[[ Supplied records open ]]
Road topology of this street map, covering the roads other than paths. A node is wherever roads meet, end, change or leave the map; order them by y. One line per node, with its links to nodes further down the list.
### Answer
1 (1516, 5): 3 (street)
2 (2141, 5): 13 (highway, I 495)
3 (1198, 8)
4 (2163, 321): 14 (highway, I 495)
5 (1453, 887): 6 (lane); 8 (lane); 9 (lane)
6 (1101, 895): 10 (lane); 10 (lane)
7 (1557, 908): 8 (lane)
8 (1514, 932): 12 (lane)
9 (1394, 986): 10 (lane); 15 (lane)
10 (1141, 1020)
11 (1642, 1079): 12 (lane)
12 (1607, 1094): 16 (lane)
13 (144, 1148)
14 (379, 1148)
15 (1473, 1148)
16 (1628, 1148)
[[ Supplied records closed ]]
[[ Supplied records open ]]
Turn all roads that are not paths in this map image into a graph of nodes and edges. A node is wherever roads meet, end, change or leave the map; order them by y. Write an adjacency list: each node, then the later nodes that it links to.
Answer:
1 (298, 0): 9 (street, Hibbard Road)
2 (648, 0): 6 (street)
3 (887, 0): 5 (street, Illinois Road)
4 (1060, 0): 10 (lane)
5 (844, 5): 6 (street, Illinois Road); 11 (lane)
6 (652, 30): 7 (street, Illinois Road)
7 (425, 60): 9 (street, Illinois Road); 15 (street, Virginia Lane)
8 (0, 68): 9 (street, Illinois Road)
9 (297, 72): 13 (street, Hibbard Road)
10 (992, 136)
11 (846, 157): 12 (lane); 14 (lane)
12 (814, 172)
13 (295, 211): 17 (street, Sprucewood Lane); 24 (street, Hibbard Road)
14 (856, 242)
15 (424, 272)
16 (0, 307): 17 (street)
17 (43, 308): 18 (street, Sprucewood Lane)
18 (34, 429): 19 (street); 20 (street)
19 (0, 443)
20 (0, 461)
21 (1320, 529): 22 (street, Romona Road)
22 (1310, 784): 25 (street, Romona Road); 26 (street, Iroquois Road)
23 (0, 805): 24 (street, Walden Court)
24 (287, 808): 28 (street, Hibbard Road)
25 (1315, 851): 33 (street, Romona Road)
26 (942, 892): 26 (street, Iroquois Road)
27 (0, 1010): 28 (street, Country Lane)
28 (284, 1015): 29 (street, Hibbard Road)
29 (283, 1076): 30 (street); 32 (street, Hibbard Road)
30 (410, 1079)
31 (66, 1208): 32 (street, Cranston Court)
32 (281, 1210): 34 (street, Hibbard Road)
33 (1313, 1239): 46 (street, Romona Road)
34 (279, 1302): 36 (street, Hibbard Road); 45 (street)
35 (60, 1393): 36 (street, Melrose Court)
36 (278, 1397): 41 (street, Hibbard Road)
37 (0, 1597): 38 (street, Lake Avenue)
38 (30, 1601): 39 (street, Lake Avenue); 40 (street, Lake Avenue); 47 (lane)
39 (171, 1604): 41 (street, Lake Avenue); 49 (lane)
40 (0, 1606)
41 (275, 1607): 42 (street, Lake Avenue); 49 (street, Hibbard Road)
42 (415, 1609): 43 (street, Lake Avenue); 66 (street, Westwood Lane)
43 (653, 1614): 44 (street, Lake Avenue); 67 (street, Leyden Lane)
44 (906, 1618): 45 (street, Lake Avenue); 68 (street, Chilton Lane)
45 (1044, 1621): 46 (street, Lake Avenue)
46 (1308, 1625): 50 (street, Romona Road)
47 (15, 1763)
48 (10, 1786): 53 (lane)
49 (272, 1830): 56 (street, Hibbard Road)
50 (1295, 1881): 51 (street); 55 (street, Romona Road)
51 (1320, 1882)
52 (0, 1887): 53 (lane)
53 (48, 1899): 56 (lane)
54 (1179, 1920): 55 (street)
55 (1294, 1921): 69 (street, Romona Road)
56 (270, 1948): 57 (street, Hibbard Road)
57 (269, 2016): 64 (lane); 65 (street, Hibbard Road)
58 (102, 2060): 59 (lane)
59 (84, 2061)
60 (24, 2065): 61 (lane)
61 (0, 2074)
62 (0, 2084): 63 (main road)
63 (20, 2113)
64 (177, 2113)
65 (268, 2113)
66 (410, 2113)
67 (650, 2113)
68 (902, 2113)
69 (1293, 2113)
[[ Supplied records closed ]]
[[ Supplied records open ]]
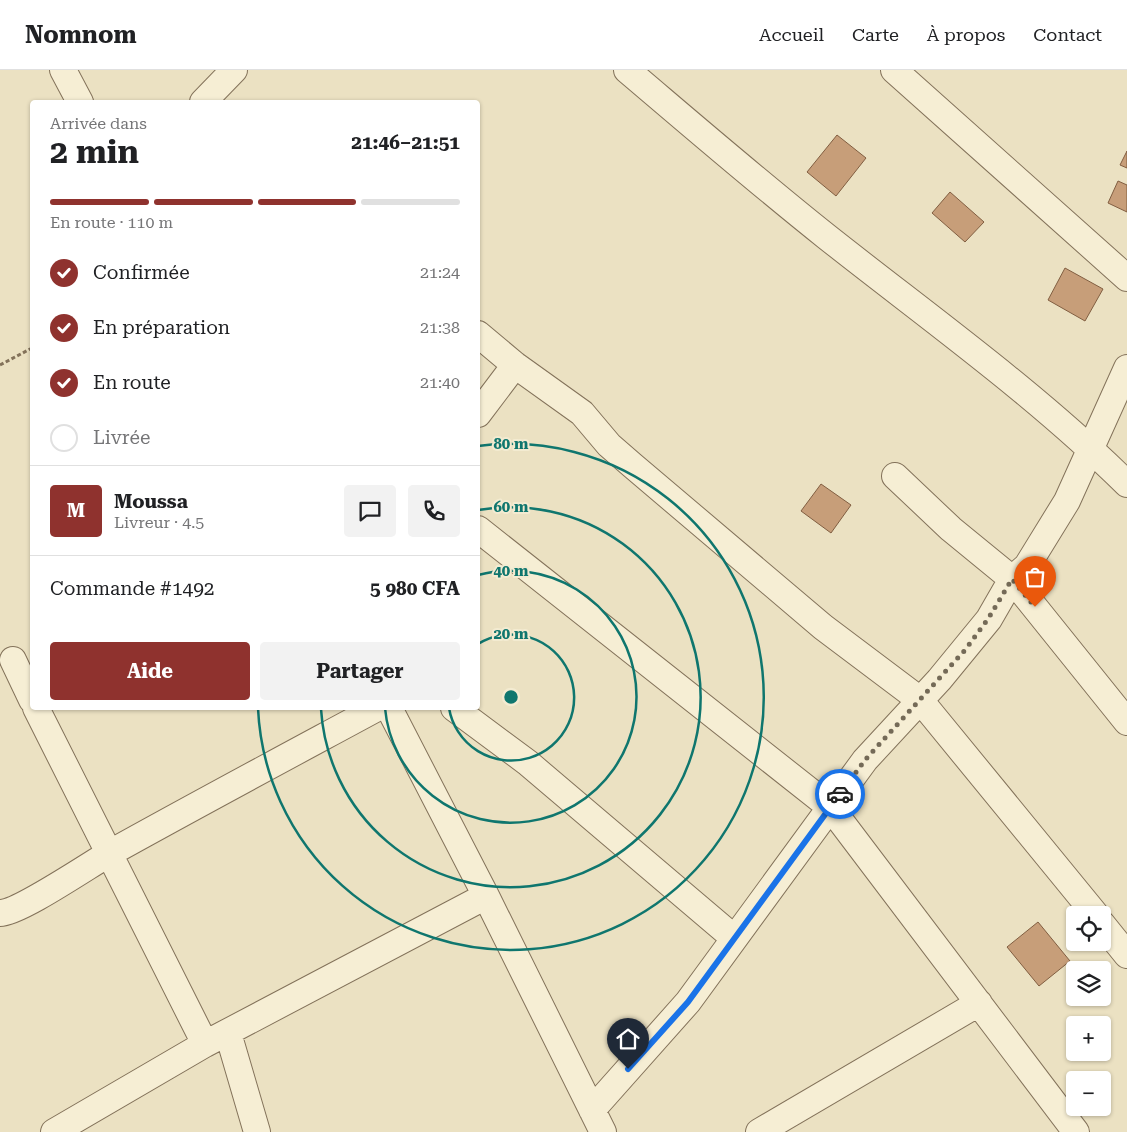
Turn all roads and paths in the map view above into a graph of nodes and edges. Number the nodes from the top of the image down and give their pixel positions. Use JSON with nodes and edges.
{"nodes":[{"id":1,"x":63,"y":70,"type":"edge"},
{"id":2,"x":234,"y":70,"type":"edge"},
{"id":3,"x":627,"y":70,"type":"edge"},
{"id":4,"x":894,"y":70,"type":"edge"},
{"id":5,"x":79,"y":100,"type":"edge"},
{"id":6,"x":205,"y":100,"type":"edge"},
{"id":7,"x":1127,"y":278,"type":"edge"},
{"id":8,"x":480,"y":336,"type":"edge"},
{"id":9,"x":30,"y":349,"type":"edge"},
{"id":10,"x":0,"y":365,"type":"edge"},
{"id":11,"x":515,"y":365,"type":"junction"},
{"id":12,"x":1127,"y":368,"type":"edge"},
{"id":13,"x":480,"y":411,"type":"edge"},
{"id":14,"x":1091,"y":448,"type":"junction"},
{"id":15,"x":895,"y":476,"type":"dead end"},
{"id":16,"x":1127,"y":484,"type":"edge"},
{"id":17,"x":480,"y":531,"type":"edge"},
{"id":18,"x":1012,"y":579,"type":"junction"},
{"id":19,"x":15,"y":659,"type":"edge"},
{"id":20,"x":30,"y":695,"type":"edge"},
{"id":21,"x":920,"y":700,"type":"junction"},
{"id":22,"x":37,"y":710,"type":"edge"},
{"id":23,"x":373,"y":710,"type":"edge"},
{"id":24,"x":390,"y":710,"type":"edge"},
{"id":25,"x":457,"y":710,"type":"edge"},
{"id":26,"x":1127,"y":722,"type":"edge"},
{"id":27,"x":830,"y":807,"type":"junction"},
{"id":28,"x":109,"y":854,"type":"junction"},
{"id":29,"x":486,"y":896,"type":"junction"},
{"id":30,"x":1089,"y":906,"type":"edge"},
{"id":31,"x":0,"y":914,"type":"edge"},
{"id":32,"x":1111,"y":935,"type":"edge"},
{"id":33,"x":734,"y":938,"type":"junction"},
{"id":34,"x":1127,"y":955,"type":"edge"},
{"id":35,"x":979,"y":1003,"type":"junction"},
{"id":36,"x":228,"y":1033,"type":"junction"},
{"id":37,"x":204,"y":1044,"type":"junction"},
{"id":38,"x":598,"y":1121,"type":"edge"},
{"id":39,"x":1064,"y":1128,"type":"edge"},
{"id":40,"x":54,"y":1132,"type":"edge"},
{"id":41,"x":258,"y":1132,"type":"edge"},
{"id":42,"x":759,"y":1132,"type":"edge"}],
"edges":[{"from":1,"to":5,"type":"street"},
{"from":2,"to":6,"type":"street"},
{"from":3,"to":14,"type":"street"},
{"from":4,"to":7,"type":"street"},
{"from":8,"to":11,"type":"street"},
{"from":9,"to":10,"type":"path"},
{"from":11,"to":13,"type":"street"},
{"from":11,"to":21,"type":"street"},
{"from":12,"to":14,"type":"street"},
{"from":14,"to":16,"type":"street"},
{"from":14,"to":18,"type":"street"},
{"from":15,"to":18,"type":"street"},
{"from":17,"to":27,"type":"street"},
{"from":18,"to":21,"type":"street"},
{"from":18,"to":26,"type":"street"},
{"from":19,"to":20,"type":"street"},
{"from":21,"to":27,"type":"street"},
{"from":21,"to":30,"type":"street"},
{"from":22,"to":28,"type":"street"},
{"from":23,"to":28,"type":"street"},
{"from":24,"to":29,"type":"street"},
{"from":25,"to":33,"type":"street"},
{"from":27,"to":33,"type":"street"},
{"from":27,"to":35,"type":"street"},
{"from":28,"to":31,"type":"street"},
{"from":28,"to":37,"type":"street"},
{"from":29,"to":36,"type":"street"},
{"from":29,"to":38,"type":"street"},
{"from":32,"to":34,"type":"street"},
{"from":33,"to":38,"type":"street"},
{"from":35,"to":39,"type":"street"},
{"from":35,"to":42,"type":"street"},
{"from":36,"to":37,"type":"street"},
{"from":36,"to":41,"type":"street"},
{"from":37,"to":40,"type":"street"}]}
[[ Supplied records closed ]]
Show all lines in the entries above where the word "list" appears.

Road topology of this street map, covering the roads other than paths. A node is wherever roads meet, end, change or leave the map; order them by y. One line per node, with its links to nodes further down the list.
Turn all roads that are not paths in this map image into a graph of nodes and edges. A node is wherever roads meet, end, change or leave the map; order them by y. Write an adjacency list: each node, then the later nodes that it links to.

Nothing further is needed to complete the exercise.